**Aim of the task**
Beginning at the line that contains "What data does", reproduce every line to the end of the material without changing any of them.
::: Material for this exercise :::
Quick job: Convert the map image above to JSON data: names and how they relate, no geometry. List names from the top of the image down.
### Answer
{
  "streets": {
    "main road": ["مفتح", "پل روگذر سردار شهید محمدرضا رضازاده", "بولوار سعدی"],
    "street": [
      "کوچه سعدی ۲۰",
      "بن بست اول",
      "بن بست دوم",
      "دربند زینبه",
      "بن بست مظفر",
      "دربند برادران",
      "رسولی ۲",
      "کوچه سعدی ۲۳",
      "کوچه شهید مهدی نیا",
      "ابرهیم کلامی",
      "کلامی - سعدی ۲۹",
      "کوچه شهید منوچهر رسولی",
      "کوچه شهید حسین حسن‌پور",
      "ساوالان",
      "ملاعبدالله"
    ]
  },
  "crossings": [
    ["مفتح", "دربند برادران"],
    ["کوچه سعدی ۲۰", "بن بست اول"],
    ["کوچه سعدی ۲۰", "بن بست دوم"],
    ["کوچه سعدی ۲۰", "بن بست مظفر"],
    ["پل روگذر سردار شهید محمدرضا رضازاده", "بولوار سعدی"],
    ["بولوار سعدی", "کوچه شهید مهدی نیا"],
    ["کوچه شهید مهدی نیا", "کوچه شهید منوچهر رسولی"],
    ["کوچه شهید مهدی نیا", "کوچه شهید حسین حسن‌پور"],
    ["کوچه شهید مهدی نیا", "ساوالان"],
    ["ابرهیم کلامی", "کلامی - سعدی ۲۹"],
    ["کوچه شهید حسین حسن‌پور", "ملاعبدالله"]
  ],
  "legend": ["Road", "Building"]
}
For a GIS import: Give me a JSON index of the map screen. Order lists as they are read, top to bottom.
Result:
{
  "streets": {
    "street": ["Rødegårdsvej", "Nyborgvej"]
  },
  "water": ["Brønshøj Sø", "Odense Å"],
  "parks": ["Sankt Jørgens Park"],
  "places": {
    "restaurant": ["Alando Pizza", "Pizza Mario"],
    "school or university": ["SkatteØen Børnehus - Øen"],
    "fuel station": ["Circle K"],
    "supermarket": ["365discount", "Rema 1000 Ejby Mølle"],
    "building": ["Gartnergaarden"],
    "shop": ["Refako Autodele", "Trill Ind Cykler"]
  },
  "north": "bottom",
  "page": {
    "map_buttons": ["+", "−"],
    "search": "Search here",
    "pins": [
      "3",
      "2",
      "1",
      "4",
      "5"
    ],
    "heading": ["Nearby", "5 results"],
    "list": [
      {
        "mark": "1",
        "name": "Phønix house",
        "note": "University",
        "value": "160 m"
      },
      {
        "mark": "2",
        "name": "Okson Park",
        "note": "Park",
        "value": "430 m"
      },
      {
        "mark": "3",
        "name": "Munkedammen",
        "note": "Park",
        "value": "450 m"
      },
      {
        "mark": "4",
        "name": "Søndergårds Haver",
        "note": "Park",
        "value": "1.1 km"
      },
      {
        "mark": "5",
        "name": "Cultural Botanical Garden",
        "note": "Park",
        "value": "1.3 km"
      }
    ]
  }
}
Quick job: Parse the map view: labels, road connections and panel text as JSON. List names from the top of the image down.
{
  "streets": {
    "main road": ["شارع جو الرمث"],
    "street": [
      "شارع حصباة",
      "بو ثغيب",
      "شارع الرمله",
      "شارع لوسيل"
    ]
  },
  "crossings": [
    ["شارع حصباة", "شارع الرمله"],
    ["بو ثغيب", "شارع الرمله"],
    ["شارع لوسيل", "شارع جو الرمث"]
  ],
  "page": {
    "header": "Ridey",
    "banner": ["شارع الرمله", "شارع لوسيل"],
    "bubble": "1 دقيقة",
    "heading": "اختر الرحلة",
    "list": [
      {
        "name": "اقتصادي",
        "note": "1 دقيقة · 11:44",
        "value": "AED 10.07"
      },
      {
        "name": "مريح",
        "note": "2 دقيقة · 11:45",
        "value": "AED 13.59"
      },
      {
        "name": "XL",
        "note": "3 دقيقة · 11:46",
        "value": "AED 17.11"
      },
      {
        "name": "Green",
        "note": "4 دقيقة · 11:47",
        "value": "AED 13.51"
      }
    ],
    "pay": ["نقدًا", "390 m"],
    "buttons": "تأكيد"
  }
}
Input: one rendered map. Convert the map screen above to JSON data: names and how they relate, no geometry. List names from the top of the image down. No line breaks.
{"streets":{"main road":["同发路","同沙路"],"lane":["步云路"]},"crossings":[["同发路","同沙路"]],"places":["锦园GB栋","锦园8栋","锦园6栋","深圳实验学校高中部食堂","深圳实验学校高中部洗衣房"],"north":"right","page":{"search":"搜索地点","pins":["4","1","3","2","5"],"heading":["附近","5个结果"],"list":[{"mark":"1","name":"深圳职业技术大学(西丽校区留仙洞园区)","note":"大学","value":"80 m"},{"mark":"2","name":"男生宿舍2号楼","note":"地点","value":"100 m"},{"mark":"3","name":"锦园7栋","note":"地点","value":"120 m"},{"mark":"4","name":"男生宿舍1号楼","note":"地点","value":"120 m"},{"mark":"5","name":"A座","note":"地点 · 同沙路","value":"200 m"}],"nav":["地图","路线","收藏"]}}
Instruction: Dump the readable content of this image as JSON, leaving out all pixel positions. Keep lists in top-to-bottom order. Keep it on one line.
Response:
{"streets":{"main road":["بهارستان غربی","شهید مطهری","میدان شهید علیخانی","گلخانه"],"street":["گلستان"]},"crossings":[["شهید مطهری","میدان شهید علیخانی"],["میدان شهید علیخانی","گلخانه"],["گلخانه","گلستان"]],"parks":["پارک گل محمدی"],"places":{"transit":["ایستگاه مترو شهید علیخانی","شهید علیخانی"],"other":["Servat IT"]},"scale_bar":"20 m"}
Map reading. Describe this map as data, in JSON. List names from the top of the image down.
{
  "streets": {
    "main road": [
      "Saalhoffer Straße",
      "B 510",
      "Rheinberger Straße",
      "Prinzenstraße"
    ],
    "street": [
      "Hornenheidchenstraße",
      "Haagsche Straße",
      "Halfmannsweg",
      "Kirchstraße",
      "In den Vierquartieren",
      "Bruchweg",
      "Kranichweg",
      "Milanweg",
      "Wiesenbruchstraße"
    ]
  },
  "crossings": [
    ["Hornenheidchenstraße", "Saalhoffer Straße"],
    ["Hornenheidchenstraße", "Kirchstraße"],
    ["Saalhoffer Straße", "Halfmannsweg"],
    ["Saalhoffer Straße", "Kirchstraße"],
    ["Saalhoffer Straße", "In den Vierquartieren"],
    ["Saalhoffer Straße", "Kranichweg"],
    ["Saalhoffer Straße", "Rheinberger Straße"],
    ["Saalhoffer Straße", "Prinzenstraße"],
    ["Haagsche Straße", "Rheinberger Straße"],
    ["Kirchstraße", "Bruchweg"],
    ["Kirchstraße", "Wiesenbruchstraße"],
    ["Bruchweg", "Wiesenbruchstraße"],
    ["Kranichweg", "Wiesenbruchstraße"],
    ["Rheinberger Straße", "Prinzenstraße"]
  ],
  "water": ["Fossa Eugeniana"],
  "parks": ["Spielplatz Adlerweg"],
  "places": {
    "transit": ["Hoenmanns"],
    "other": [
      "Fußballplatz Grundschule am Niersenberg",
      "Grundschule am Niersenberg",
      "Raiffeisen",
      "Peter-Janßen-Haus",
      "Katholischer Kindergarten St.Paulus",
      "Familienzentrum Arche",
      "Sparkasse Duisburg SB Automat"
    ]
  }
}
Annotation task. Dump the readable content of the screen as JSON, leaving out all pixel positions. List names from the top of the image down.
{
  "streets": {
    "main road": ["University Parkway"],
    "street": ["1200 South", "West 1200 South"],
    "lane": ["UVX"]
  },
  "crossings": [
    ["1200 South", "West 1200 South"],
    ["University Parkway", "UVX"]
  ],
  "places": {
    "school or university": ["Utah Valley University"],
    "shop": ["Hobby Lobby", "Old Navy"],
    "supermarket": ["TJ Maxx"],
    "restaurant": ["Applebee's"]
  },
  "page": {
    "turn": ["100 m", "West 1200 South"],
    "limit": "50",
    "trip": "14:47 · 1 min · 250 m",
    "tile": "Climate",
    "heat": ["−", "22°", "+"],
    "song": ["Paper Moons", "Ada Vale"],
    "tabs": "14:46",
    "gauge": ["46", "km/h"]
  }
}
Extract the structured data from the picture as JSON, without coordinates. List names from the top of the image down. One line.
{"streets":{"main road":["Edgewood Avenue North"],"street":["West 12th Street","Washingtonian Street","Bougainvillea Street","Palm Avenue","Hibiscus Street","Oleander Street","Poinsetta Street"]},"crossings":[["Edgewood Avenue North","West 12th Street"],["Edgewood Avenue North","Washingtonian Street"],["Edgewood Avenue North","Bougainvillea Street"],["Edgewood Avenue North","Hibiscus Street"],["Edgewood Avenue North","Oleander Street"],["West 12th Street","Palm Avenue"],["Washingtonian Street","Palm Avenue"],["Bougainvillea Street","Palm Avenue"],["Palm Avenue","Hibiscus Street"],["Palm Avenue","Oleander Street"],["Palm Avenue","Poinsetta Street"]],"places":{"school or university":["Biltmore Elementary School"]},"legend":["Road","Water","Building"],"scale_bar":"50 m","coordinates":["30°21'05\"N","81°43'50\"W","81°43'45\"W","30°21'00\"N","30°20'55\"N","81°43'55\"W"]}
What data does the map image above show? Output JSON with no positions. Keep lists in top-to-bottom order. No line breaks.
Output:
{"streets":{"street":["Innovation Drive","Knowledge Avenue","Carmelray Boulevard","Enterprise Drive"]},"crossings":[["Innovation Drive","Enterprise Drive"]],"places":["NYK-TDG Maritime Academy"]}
:::
**Solution to this problem**
What data does the map image above show? Output JSON with no positions. Keep lists in top-to-bottom order. No line breaks.
Output:
{"streets":{"street":["Innovation Drive","Knowledge Avenue","Carmelray Boulevard","Enterprise Drive"]},"crossings":[["Innovation Drive","Enterprise Drive"]],"places":["NYK-TDG Maritime Academy"]}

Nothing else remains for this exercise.